Although I’m still working on this subject, one of the most important elements in my life is having space for couple’s life (not necessarily married life). I’m looking actively for this and I believe it’s already on its way. For me this is an element I have to work on to accomplish the balance I’m talking about in this series of articles.
Joining the subject of spending time with our families, we should also strive to have quality time with our significant other. In our “modern” way of living, time with your couple is usually neglected. For instance, is almost normal and an unwritten rule, that couples are joined together or that the relation is formalized with marriage or some other type of union, at a later age than what it used to be some decades ago. There are many reasons for this which I won’t analyze at this moment, but I call your attention to this topic, because we’re clearly relegating and postponing this important subject.
When dealing with work and our daily shores, we don’t give couple’s life enough time and attention.

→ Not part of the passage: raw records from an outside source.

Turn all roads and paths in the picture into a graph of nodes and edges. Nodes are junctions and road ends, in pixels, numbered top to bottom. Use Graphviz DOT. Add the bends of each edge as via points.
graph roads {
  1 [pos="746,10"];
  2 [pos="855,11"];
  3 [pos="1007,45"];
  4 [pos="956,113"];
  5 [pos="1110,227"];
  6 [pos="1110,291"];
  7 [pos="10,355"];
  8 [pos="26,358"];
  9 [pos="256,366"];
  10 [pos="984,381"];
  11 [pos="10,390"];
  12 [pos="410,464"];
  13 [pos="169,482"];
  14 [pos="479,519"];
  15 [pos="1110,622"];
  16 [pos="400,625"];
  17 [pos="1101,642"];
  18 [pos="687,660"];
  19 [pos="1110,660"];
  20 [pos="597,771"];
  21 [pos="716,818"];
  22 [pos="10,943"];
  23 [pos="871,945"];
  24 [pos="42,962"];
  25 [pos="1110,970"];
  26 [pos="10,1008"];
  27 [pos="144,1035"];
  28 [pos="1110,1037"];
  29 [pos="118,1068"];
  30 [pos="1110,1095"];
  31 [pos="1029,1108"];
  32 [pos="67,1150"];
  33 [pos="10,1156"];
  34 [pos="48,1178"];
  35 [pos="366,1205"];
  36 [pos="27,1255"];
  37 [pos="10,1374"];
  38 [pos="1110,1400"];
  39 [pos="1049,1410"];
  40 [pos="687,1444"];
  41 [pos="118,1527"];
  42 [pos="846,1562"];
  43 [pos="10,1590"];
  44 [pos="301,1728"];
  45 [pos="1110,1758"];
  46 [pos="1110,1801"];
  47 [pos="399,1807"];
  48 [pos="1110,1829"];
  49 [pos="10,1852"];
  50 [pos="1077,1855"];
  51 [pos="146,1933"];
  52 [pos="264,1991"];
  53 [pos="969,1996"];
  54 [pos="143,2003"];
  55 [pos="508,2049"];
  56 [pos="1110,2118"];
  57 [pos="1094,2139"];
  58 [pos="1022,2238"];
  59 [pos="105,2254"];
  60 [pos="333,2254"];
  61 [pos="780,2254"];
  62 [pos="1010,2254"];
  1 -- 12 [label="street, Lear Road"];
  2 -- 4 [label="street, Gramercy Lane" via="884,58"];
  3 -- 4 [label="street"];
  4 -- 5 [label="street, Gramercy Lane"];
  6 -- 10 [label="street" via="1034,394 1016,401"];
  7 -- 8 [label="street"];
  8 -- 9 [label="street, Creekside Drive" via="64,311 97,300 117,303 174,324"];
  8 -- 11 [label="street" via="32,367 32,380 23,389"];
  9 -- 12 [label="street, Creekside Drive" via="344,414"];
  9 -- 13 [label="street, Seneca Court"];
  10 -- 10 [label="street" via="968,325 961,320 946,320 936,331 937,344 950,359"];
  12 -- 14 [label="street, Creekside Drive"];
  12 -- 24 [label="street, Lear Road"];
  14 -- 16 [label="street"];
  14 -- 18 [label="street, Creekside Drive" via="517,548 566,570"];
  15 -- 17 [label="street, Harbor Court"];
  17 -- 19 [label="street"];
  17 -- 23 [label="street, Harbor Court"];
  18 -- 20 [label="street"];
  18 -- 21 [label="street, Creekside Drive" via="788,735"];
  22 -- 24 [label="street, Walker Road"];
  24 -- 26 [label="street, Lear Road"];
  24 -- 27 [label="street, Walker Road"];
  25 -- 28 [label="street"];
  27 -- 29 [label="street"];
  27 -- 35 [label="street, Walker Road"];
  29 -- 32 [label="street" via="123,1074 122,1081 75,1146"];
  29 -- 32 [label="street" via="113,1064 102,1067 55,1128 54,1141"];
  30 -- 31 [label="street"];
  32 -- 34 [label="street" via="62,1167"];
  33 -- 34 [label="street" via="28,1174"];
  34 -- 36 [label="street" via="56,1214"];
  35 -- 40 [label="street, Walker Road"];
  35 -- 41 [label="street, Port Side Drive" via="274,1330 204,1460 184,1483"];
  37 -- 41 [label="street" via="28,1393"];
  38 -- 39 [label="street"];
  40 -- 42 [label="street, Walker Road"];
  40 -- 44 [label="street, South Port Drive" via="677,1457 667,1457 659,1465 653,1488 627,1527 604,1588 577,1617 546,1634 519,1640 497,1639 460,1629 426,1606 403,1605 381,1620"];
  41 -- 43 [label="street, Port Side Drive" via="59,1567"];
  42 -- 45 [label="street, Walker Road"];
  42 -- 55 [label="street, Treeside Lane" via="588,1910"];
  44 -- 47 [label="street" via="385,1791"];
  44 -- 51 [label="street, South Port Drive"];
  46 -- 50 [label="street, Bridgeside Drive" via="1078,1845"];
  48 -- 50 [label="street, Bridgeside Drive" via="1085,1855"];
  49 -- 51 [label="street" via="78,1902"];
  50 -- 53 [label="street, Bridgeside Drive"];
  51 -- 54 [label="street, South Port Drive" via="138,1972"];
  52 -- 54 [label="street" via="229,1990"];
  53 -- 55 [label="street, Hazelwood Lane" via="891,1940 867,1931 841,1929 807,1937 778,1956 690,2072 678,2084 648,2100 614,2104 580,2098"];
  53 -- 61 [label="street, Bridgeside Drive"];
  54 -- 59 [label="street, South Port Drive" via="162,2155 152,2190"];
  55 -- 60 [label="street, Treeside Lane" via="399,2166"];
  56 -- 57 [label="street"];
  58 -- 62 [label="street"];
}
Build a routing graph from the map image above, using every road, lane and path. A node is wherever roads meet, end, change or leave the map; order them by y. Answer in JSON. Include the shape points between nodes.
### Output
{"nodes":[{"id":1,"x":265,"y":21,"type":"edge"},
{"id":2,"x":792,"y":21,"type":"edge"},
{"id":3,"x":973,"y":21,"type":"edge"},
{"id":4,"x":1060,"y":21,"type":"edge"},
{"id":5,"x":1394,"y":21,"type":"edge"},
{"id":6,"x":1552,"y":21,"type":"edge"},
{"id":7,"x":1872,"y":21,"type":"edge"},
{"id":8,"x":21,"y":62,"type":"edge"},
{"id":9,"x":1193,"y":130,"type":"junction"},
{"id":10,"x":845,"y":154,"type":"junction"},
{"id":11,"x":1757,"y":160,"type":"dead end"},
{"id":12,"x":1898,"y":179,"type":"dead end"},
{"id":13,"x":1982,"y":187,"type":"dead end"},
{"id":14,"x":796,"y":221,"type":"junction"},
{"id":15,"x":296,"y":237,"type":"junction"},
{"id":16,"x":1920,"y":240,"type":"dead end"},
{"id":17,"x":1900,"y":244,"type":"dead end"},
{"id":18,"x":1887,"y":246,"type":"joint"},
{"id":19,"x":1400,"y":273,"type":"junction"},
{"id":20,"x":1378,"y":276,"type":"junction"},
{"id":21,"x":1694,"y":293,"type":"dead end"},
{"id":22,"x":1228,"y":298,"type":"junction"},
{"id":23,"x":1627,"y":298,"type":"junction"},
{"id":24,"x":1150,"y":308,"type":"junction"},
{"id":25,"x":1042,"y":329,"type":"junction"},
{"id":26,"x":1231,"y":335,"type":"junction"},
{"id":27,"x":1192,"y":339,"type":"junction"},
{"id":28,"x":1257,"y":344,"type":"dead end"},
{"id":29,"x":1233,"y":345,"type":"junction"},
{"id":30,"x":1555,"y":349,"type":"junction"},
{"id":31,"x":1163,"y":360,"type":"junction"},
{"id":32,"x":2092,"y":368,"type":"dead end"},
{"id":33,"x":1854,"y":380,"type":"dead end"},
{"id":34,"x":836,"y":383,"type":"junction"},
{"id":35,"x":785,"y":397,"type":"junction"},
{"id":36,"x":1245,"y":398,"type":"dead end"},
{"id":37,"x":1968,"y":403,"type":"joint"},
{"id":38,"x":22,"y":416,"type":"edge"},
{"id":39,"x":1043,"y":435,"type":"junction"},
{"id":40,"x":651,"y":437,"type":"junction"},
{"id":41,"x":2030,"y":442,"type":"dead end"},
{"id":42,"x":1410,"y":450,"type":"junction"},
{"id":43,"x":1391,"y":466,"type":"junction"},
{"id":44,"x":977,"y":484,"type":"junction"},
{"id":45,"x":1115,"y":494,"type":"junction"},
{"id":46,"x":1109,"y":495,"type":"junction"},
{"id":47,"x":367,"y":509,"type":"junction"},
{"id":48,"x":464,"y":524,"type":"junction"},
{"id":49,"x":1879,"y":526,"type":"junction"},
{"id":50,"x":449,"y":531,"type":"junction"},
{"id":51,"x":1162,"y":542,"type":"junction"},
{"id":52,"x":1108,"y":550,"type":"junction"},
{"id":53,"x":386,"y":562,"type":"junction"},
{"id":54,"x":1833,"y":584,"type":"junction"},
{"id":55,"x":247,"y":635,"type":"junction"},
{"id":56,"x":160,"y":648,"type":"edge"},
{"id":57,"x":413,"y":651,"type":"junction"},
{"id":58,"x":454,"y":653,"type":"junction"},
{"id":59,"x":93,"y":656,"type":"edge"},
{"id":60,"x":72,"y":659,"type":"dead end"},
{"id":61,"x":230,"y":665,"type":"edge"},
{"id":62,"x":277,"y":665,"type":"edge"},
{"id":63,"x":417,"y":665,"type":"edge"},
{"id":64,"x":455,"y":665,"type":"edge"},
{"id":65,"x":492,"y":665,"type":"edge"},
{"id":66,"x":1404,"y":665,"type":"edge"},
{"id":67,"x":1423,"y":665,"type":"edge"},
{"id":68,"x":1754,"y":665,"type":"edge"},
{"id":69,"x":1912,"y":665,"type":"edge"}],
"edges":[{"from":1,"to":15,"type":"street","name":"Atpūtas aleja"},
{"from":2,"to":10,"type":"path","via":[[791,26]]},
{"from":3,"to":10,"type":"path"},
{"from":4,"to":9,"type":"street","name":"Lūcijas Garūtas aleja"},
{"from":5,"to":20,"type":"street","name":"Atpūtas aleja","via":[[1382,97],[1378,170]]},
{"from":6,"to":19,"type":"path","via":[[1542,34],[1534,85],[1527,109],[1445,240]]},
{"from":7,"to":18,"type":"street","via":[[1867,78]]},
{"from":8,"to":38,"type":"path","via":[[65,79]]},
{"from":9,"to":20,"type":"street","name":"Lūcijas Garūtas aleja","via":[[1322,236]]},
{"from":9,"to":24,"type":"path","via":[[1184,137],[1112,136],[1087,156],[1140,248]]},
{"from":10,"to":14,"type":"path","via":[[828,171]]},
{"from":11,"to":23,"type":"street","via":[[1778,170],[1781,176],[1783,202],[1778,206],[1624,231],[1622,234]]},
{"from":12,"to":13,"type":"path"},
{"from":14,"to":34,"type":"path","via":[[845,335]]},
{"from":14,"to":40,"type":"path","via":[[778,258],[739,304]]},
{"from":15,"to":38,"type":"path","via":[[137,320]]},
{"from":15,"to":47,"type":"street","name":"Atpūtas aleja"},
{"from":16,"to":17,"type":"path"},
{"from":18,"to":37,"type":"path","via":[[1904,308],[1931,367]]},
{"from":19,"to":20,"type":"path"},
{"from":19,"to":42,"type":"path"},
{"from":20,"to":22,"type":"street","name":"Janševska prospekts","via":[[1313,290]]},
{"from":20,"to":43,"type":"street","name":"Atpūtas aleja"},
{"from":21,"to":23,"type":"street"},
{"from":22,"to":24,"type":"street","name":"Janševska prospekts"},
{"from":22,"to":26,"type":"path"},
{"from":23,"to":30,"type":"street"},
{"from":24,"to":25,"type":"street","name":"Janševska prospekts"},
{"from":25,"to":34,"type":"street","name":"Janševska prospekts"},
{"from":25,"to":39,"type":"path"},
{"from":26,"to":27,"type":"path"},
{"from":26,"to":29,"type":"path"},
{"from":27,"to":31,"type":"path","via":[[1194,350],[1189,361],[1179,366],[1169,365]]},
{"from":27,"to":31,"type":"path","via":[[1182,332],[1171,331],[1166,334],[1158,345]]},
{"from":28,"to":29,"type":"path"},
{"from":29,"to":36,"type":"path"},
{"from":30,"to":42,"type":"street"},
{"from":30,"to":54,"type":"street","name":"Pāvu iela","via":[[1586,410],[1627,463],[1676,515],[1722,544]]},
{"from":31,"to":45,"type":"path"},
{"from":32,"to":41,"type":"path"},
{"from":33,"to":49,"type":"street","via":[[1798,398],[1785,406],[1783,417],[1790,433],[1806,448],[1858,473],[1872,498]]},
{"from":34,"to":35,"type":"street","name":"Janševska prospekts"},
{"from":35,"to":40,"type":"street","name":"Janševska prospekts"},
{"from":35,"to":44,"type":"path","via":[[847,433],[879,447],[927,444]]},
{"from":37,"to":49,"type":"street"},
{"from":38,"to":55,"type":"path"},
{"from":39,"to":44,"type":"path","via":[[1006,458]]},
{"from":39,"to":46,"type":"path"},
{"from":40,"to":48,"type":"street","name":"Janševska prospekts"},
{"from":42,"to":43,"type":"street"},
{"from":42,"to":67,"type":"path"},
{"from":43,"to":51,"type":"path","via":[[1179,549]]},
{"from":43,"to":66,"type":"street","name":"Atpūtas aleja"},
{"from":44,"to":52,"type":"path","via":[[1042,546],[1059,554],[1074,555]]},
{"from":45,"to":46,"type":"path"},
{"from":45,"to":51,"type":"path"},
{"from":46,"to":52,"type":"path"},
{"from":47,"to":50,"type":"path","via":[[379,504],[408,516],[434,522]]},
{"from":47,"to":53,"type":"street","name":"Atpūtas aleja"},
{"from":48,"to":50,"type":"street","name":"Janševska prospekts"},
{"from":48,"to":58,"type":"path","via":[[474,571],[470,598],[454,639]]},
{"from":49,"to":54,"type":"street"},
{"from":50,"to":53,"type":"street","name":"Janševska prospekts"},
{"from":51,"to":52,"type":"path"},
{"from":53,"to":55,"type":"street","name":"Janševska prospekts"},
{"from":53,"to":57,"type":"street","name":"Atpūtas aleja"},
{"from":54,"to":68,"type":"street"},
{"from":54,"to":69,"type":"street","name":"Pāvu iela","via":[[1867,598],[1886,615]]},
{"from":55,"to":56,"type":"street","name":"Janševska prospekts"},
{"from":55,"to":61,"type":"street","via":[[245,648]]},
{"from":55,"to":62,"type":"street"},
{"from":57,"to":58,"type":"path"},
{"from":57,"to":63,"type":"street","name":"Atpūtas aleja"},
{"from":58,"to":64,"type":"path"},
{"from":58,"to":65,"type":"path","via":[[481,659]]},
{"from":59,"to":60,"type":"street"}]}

I believe that if we do things the right way, having a couple will be one of the easiest and fastest way to be happy. Also, if we find the ideal mate, with all his or her flaws, he or she will aid us towards other projects and will push us to achieve them, also making us a better person.
I invite you to analyze what is really important for you. And when looking for your desired balance, evaluate the time you’re devoting to your couple (or the search of your significant other). It’s quite possible that a simple analysis will make you change attitudes in a very short time. This case scenario would be ideal and will show you’re heading on the right path.